Proc. Natl Acad. Sci. USA 118, e2105273118 (2021)

Phylogeography, the analysis of genetic evolution over a range of geographical locations, provides insights into evolutionary dynamics across space and time. An ongoing issue in the field is that the conclusions drawn using genetic data sampled across different spatial locations are riddled with biases related to the practical limitations of spatial sampling per se. For example, a key assumption of spatial sampling is that sampling intensity mirrors population density. However, sampling intensity is influenced by various factors, such as socioeconomic factors (for instance, wealthier regions may have better resources for data sampling than more disadvantaged areas) and ease of sampling in certain areas (for instance, it may be more difficult to sample from an underdeveloped area than from a developed one due to the lack of access to transportation in the former), among other factors. Ultimately, these assumptions can lead to biased estimation of key biological parameters.
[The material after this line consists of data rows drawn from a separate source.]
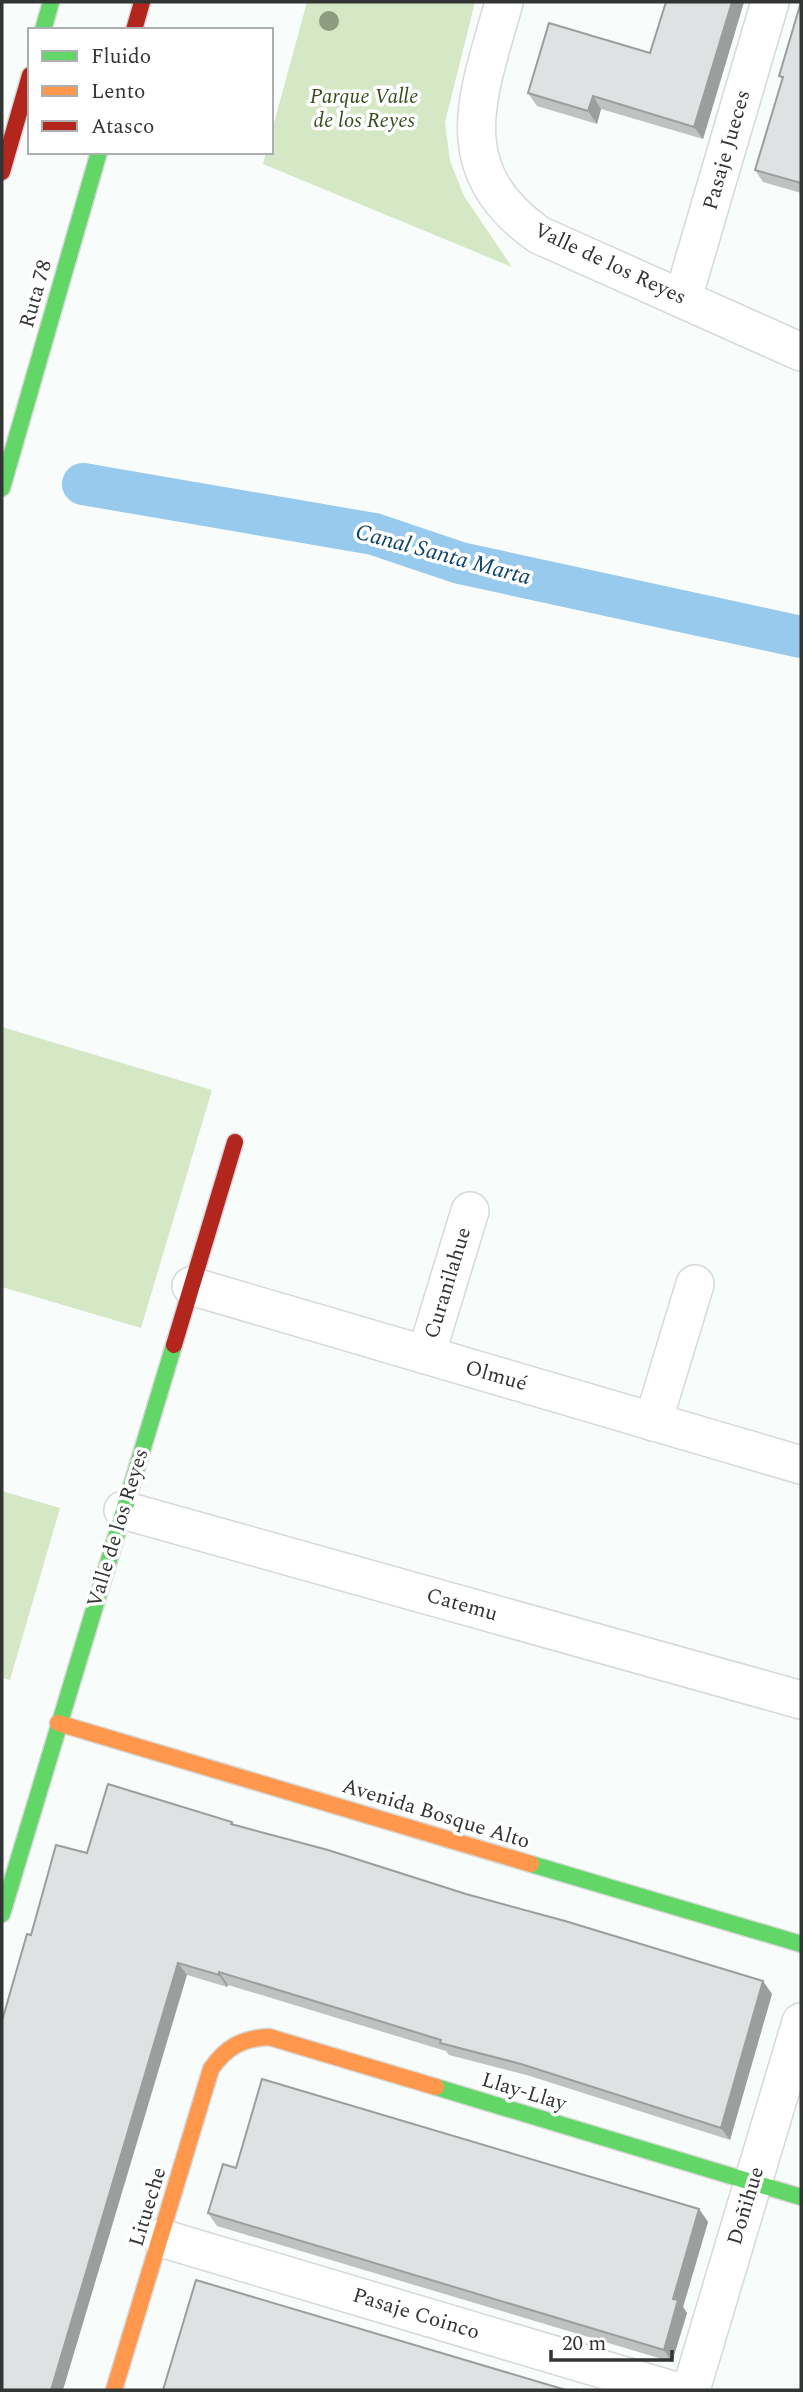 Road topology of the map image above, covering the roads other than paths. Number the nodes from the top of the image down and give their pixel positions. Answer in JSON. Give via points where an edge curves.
{"nodes":[{"id":1,"x":51,"y":2,"type":"edge"},
{"id":2,"x":142,"y":2,"type":"edge"},
{"id":3,"x":504,"y":2,"type":"edge"},
{"id":4,"x":771,"y":2,"type":"edge"},
{"id":5,"x":44,"y":28,"type":"edge"},
{"id":6,"x":135,"y":28,"type":"edge"},
{"id":7,"x":28,"y":82,"type":"edge"},
{"id":8,"x":98,"y":154,"type":"edge"},
{"id":9,"x":2,"y":172,"type":"edge"},
{"id":10,"x":683,"y":298,"type":"junction"},
{"id":11,"x":801,"y":352,"type":"edge"},
{"id":12,"x":2,"y":488,"type":"edge"},
{"id":13,"x":235,"y":1142,"type":"dead end"},
{"id":14,"x":470,"y":1211,"type":"dead end"},
{"id":15,"x":695,"y":1284,"type":"dead end"},
{"id":16,"x":191,"y":1286,"type":"junction"},
{"id":17,"x":425,"y":1355,"type":"junction"},
{"id":18,"x":653,"y":1422,"type":"junction"},
{"id":19,"x":801,"y":1465,"type":"edge"},
{"id":20,"x":123,"y":1510,"type":"junction"},
{"id":21,"x":801,"y":1700,"type":"edge"},
{"id":22,"x":58,"y":1723,"type":"junction"},
{"id":23,"x":2,"y":1914,"type":"edge"},
{"id":24,"x":801,"y":1944,"type":"edge"},
{"id":25,"x":801,"y":2022,"type":"edge"},
{"id":26,"x":234,"y":2044,"type":"joint"},
{"id":27,"x":753,"y":2183,"type":"junction"},
{"id":28,"x":801,"y":2197,"type":"edge"},
{"id":29,"x":161,"y":2238,"type":"junction"},
{"id":30,"x":114,"y":2390,"type":"edge"},
{"id":31,"x":672,"y":2390,"type":"edge"},
{"id":32,"x":691,"y":2390,"type":"edge"}],
"edges":[{"from":1,"to":5,"type":"main road"},
{"from":2,"to":6,"type":"main road"},
{"from":3,"to":10,"type":"street","name":"Valle de los Reyes","via":[[475,124],[486,176],[499,199],[538,234]]},
{"from":4,"to":10,"type":"street","name":"Pasaje Jueces"},
{"from":7,"to":9,"type":"main road"},
{"from":8,"to":12,"type":"main road","name":"Ruta 78"},
{"from":10,"to":11,"type":"street","name":"Valle de los Reyes"},
{"from":13,"to":16,"type":"main road","name":"Valle de los Reyes"},
{"from":14,"to":17,"type":"street","name":"Curanilahue"},
{"from":15,"to":18,"type":"street"},
{"from":16,"to":17,"type":"street","name":"Olmué"},
{"from":16,"to":20,"type":"main road","name":"Valle de los Reyes"},
{"from":17,"to":18,"type":"street","name":"Olmué"},
{"from":18,"to":19,"type":"street","name":"Olmué"},
{"from":20,"to":21,"type":"street","name":"Catemu"},
{"from":20,"to":22,"type":"main road","name":"Valle de los Reyes"},
{"from":22,"to":23,"type":"main road","name":"Valle de los Reyes"},
{"from":22,"to":24,"type":"main road","name":"Avenida Bosque Alto"},
{"from":25,"to":27,"type":"street","name":"Doñihue"},
{"from":26,"to":27,"type":"main road","name":"Llay-Llay","via":[[269,2037]]},
{"from":26,"to":29,"type":"main road","name":"Litueche","via":[[211,2069]]},
{"from":27,"to":28,"type":"main road","name":"Llay-Llay"},
{"from":27,"to":32,"type":"street","name":"Doñihue"},
{"from":29,"to":30,"type":"main road","name":"Litueche"},
{"from":29,"to":31,"type":"street","name":"Pasaje Coinco"}]} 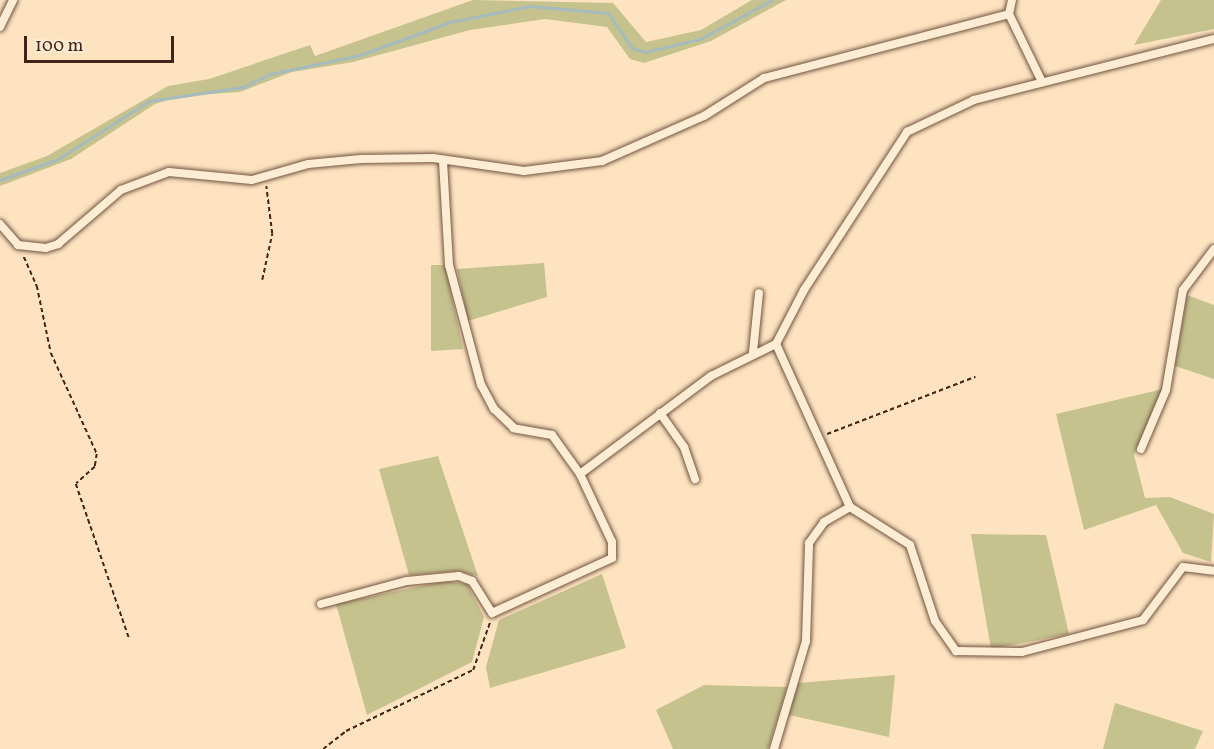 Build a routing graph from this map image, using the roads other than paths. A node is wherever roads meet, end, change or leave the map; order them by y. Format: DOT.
graph roads {
  1 [pos="13,0"];
  2 [pos="1012,0"];
  3 [pos="1009,14"];
  4 [pos="0,27"];
  5 [pos="1214,39"];
  6 [pos="1042,82"];
  7 [pos="443,161"];
  8 [pos="0,224"];
  9 [pos="1214,249"];
  10 [pos="759,293"];
  11 [pos="776,344"];
  12 [pos="753,352"];
  13 [pos="660,413"];
  14 [pos="1141,449"];
  15 [pos="579,474"];
  16 [pos="695,478"];
  17 [pos="850,507"];
  18 [pos="1214,571"];
  19 [pos="321,604"];
  20 [pos="774,749"];
  1 -- 4 [label="street"];
  2 -- 3 [label="street"];
  3 -- 6 [label="street"];
  3 -- 7 [label="street"];
  5 -- 6 [label="street"];
  6 -- 11 [label="street"];
  7 -- 8 [label="street"];
  7 -- 15 [label="street"];
  9 -- 14 [label="street"];
  10 -- 12 [label="street"];
  11 -- 12 [label="street"];
  11 -- 17 [label="street"];
  12 -- 13 [label="street"];
  13 -- 15 [label="street"];
  13 -- 16 [label="street"];
  15 -- 19 [label="street"];
  17 -- 18 [label="street"];
  17 -- 20 [label="street"];
}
To better study and address the impact of these biases in phylogeography, Stéphane Guindon and Nicola De Maio recently proposed a mathematical framework that includes two different sampling techniques: the detection sampling scheme considers that the data collection process is proportional to the population density, while, in the survey scheme, the sampled locations do not convey information about the evolutionary process. Both sampling schemes are implemented using a Bayesian parameter inference that relies on the probability of the sequence alignment given the phylogenetic tree. Under the detection scheme, sampling is taken to be conditioned on the outcome of the evolutionary process, whereas in the sampling scheme, the outcome of the evolution is unknown.

The authors applied both sampling techniques to the West Nile virus dataset, selecting smaller samples from this dataset to mimic the two sampling schemes. They found that, in cases where data points are spatially clustered, a more accurate inference is obtained using the survey scheme. This suggests that at the start of an epidemic, when sampling is done from a higher fraction of infected individuals (meaning, the sampling is likely uniform), the detection scheme would be more suitable. However, at a later stage of the same epidemic, the virus inhabits a larger group of people, but due to lack of resources, not all individuals are sampled and the data is often clustered: in this case, the survey scheme would be a better fit. Because phylogeography has been recently used for elucidating the evolution of SARS-CoV-2, the proposed framework can provide a clearer picture of the evolutionary dynamics and of the spread of the disease, leading to more nuanced intervention strategies in the future.